Only in mathematics — as in music — were there rare exceptions to this rule. A solitary genius — a Ramanujan or a Mozart — could arise from nowhere, and sail strange seas of thought alone. The famous example from Lassan science was Francis Zoltan (214–242); his name was still revered five hundred years later, but Dr. Varley had certain reservations even about his undoubted skills. No one, it seemed to her, had really understood his discoveries in the field of hypertransfinite numbers; still less extended them further — the true test of all genuine breakthroughs. Even now, his famous ‘Last Hypothesis’ defied either proof or disproof.

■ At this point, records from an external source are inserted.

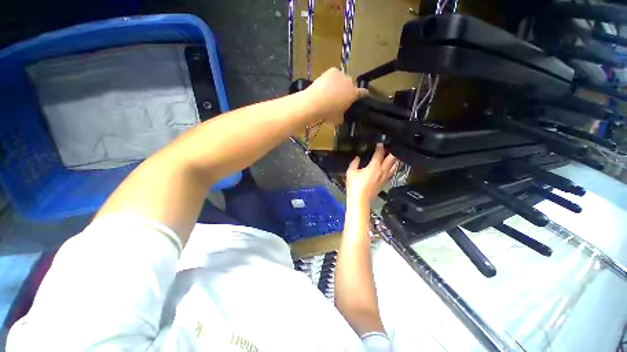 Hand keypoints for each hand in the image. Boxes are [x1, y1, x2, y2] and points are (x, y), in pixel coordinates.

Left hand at [306, 68, 367, 124]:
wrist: (315, 102)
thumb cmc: (328, 113)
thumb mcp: (337, 120)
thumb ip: (342, 116)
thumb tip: (341, 116)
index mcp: (353, 94)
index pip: (363, 93)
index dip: (363, 94)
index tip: (363, 95)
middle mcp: (349, 82)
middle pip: (351, 85)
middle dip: (347, 90)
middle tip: (339, 97)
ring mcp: (341, 75)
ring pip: (342, 79)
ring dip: (339, 84)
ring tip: (330, 91)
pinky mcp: (331, 71)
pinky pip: (334, 75)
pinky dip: (331, 79)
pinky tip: (325, 85)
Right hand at [346, 144, 397, 203]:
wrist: (360, 200)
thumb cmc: (354, 185)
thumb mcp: (351, 172)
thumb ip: (354, 163)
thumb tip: (357, 158)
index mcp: (374, 166)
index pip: (379, 154)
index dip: (380, 147)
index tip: (380, 143)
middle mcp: (382, 171)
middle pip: (392, 159)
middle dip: (392, 152)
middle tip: (389, 148)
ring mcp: (385, 178)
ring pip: (394, 166)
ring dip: (394, 160)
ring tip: (392, 156)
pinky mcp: (385, 183)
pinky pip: (392, 173)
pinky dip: (392, 168)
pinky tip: (390, 168)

She suspected — though she was far too tactful to mention this to her Lassan friends — that Zoltan’s tragically early death had exaggerated his reputation, investing his memory with wistful hopes of what might have been. The fact that he had disappeared while swimming off North Island had inspired legions of romantic myths and theories — disappointments in love, jealous rivals, inability to discover critical proofs, terror of the hyperinfinite itself — none of which had the slightest factual foundation. But they had all added to the popular image of Thalassa’s greatest genius, cut down in the prime of his achievement.
What was the old professor saying? Oh, dear — there was always someone during the question period who brought up a totally irrelevant subject or seized the opportunity to expound a pet theory. Through long practice, Dr. Varley was quite good at dealing with such interpolators and could usually get a laugh at their expense. But she would have to be polite to a GOM, surrounded by respectful colleagues, on his own territory.

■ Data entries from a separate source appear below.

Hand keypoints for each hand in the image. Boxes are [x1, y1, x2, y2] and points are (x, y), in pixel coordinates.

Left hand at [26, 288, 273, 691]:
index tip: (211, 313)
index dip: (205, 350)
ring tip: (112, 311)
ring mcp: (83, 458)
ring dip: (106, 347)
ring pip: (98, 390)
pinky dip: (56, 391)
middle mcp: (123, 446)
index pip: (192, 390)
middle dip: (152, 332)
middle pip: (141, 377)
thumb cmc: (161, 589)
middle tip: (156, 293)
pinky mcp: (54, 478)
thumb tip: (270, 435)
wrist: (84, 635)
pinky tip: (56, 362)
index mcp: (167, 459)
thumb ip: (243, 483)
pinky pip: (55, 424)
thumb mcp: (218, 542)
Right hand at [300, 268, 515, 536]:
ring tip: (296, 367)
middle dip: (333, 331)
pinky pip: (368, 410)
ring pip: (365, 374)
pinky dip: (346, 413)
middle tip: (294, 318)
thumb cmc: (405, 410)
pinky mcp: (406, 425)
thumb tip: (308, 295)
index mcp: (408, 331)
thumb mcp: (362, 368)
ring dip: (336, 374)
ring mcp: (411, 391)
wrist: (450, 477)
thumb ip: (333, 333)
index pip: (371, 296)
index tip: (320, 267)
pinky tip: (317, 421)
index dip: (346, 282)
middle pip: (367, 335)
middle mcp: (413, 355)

“Professor — ah — Winsdale’ ‘Winslade’ the chairman whispered urgently, but she decided that any correction would only make matters worse, “the question you have asked is a very good one but should really be the subject of another lecture. Or series of lectures; even then, it would barely scratch the subject.

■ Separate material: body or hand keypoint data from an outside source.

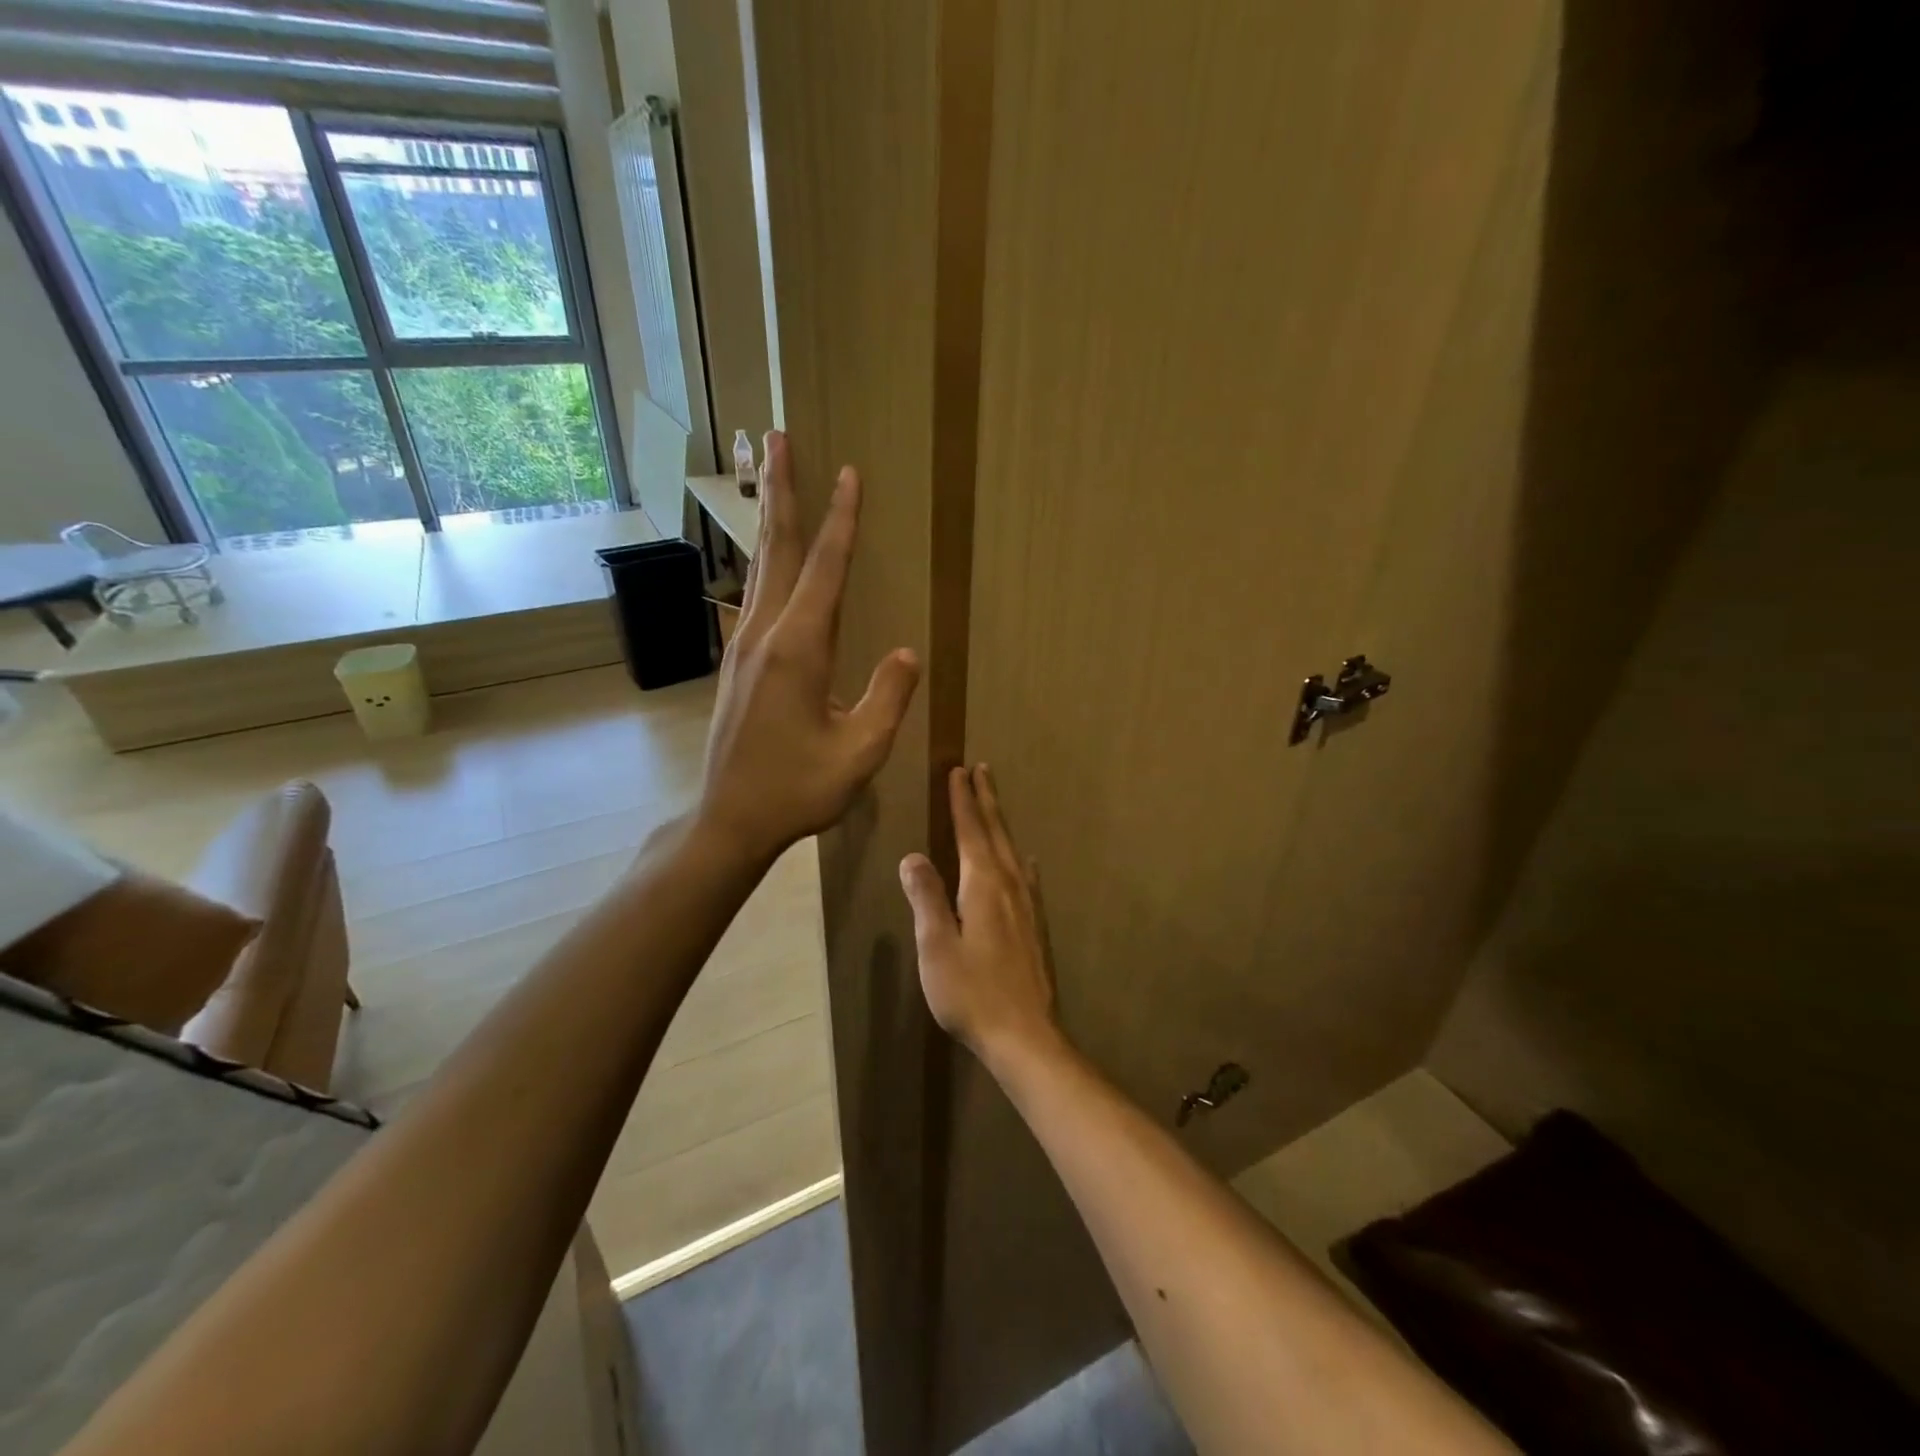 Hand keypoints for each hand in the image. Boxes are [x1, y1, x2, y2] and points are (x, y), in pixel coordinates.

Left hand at [698, 431, 920, 864]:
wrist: (729, 819)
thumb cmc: (798, 790)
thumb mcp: (860, 753)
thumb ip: (887, 698)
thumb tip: (907, 652)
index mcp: (799, 650)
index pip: (826, 569)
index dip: (842, 521)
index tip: (851, 474)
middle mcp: (765, 635)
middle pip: (778, 549)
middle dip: (783, 491)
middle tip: (778, 437)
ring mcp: (743, 646)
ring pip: (761, 568)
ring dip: (771, 519)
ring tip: (774, 478)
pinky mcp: (737, 663)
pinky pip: (756, 596)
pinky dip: (767, 561)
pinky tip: (772, 560)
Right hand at [899, 765, 1060, 1067]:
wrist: (1025, 1036)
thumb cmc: (972, 993)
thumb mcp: (936, 946)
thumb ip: (926, 898)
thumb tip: (913, 856)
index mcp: (983, 886)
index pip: (970, 831)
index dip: (962, 801)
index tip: (958, 772)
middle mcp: (1010, 886)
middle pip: (996, 833)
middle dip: (986, 800)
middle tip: (981, 770)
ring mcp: (1027, 906)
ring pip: (1013, 851)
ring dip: (1001, 822)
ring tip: (994, 803)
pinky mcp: (1036, 927)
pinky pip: (1026, 877)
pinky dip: (1019, 859)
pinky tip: (1025, 862)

“But to deal with your first point. We have heard that criticism several times — it is simply not true. We have made no attempt to keep the secret, as you call it, of the quantum drive. The complete theory is in the ship’s Archives, and is among the material being transferred to your own.
“Having said that, I don’t want to raise any false hopes. Frankly, there is no one in the ship’s active crew who really understands the drive. We know how to use it — that’s all.
“There are three scientists in hibernation who are supposed to be experts on the drive. If we have to wake them up before we reach Sagan 2, we’ll be in really serious trouble.
“Men went insane trying to visualize the geometrodynamic structure of superspace, and asking why the universe originally had eleven dimensions instead of a nice number like ten or twelve. When I took the Propulsion Basics Course, my instructor said, “If you could understand the quantum drive, you wouldn’t be here — you’d be up on Lagrange 1 at the Institute for Advanced Studies.” And he gave me a useful comparison that helped me get to sleep again when I had nightmares trying to imagine what ten to the minus thirty three centimetres really means.
“Magellan’s crew only has to know what the drive does,” my instructor told me. “They’re like engineers in charge of an electric distribution network. As long as they know how to switch the power around, they don’t have to know how it’s generated. It may come from something simple, like an oil-fuelled dynamo or a solar panel or a water turbine. They would certainly understand the principles behind these — but they wouldn’t need to in order to do their jobs perfectly well.